WHAT TO PRODUCE
Excluding pictures, retype the line with "ring tip: (557, 420)" and each line that follows it to the end of the data below, word for word.

DATA TO PROCESS
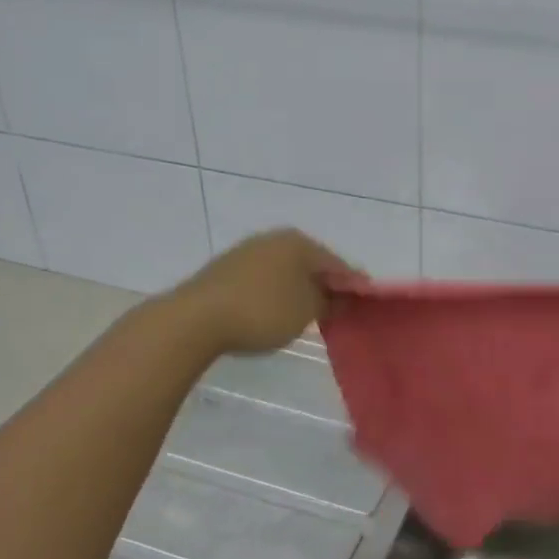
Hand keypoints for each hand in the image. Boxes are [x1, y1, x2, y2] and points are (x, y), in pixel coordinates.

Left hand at [173, 229, 358, 355]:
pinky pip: (264, 281)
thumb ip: (330, 301)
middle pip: (311, 265)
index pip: (337, 264)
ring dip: (299, 291)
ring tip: (307, 318)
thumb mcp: (307, 311)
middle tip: (338, 313)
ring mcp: (247, 252)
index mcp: (299, 242)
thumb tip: (339, 296)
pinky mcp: (226, 271)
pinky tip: (275, 314)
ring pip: (286, 272)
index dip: (353, 286)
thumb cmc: (262, 310)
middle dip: (325, 287)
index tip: (364, 306)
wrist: (195, 319)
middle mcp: (274, 239)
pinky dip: (276, 295)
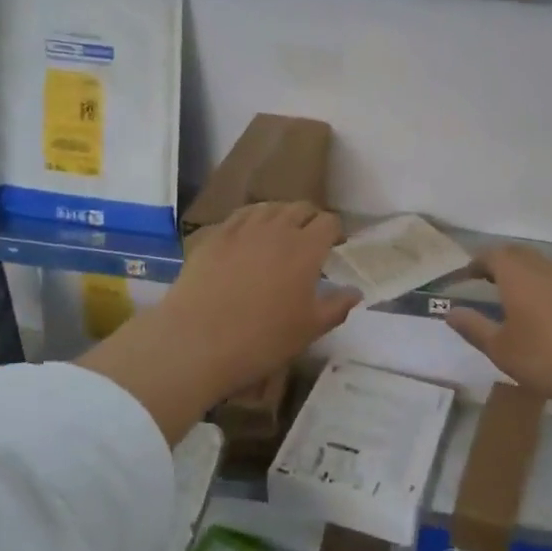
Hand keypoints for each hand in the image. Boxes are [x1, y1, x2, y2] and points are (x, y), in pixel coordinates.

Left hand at [161, 201, 360, 391]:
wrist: (196, 342)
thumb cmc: (262, 339)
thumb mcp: (309, 330)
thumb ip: (337, 306)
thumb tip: (355, 292)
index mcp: (306, 248)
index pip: (329, 221)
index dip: (335, 232)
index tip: (335, 248)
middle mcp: (276, 229)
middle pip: (300, 208)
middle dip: (310, 220)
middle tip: (310, 243)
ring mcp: (242, 229)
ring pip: (270, 208)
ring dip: (281, 217)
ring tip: (280, 237)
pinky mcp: (214, 236)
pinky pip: (239, 216)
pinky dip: (252, 221)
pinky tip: (249, 237)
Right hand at [443, 244, 551, 409]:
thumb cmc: (549, 358)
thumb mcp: (502, 350)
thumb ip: (475, 328)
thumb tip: (451, 311)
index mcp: (518, 277)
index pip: (493, 255)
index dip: (477, 262)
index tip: (466, 275)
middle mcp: (545, 271)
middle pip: (520, 255)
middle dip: (501, 263)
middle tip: (488, 281)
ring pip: (544, 268)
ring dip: (527, 276)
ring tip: (517, 299)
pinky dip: (549, 292)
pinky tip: (551, 318)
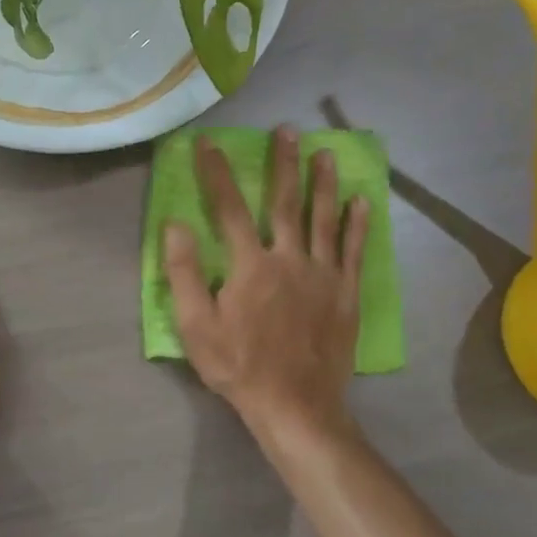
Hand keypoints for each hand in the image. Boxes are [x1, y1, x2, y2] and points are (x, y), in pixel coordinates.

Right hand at [163, 128, 367, 443]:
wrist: (295, 405)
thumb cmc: (238, 366)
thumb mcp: (196, 326)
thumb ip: (183, 273)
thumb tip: (175, 225)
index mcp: (250, 265)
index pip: (228, 208)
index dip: (217, 172)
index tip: (209, 143)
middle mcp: (289, 258)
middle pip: (285, 202)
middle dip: (284, 164)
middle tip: (288, 131)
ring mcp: (323, 274)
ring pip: (324, 218)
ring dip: (323, 183)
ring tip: (326, 153)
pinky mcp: (346, 293)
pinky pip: (355, 250)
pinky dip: (358, 224)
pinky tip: (361, 201)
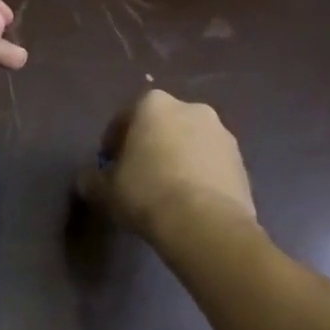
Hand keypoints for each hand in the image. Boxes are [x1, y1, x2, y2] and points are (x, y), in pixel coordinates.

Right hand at [75, 89, 257, 245]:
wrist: (205, 225)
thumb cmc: (147, 193)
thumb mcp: (105, 190)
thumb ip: (91, 179)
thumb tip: (87, 180)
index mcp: (153, 104)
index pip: (125, 118)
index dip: (114, 142)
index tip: (109, 165)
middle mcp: (191, 109)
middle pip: (162, 126)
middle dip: (151, 146)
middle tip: (138, 176)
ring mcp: (222, 135)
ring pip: (190, 144)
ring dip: (178, 160)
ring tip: (167, 192)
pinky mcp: (243, 163)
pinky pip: (211, 165)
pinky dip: (200, 177)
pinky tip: (190, 203)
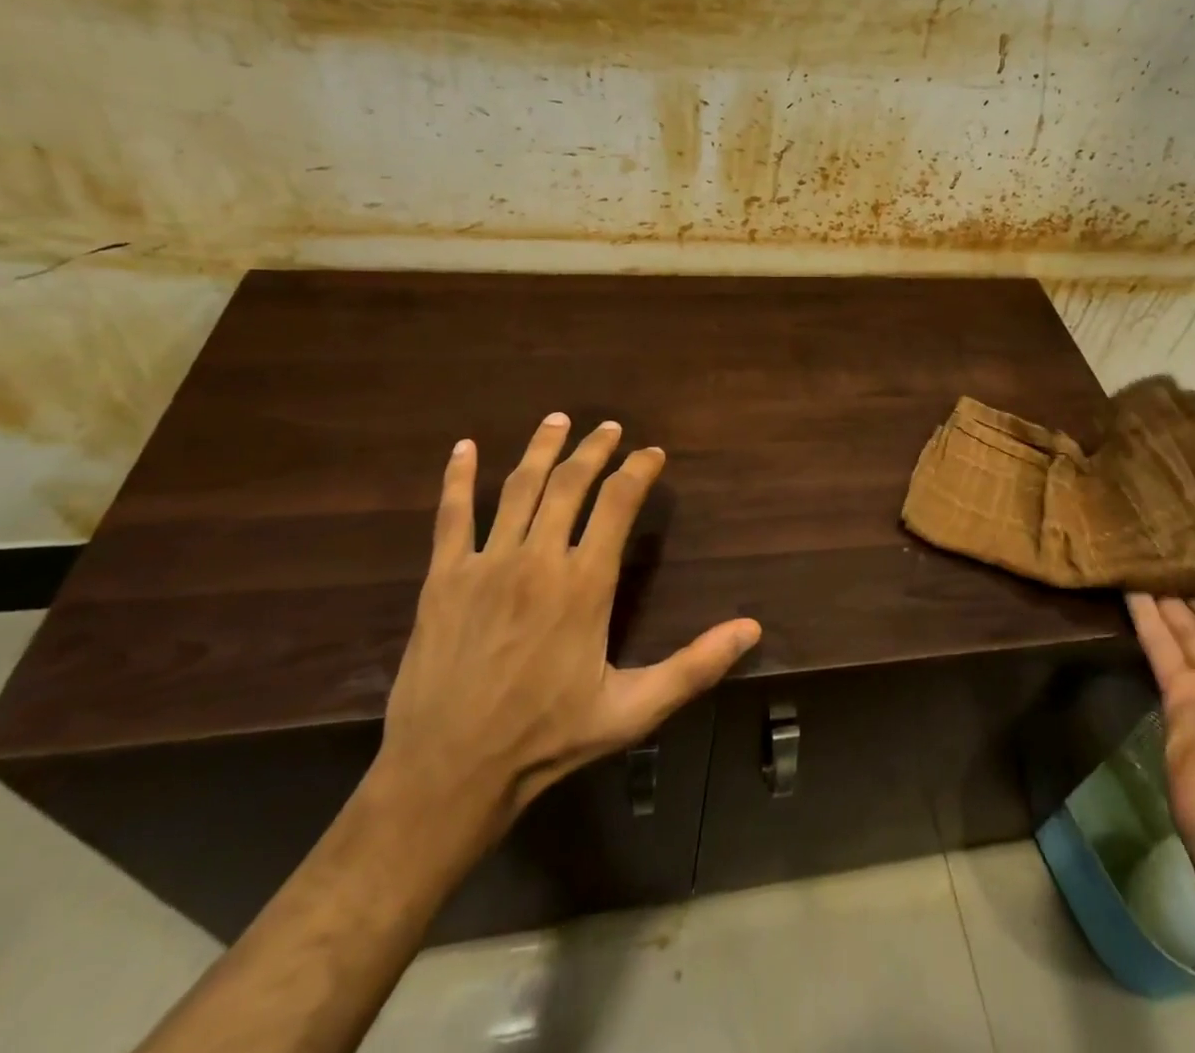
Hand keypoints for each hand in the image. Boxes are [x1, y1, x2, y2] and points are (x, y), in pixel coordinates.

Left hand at [369, 415, 761, 856]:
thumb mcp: (633, 709)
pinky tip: (463, 448)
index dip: (639, 470)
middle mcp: (537, 560)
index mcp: (584, 584)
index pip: (618, 503)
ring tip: (557, 420)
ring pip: (517, 488)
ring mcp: (485, 564)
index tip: (652, 453)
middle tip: (610, 427)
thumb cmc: (547, 740)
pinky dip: (456, 478)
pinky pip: (451, 516)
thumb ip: (695, 665)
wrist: (447, 775)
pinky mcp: (442, 579)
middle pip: (569, 484)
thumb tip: (752, 629)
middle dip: (594, 450)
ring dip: (541, 449)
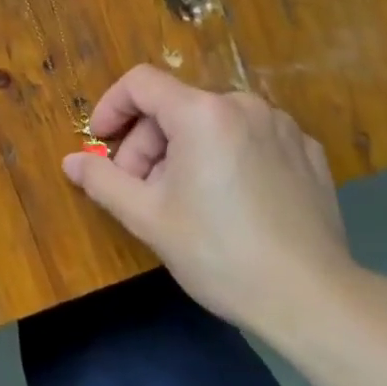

SOLUTION FOR THIS TASK
ring tip: (557, 420)
ring pip: (517, 488)
ring mcp: (485, 564)
index tip: (652, 453)
middle tip: (610, 427)
thumb cmc: (547, 740)
pinky dip: (456, 478)
pinky pip: (451, 516)
thumb ip: (695, 665)
wrist: (447, 775)
pinky mcp: (442, 579)
middle pip: (569, 484)
thumb tip: (752, 629)
middle dip: (594, 450)
ring dip: (541, 449)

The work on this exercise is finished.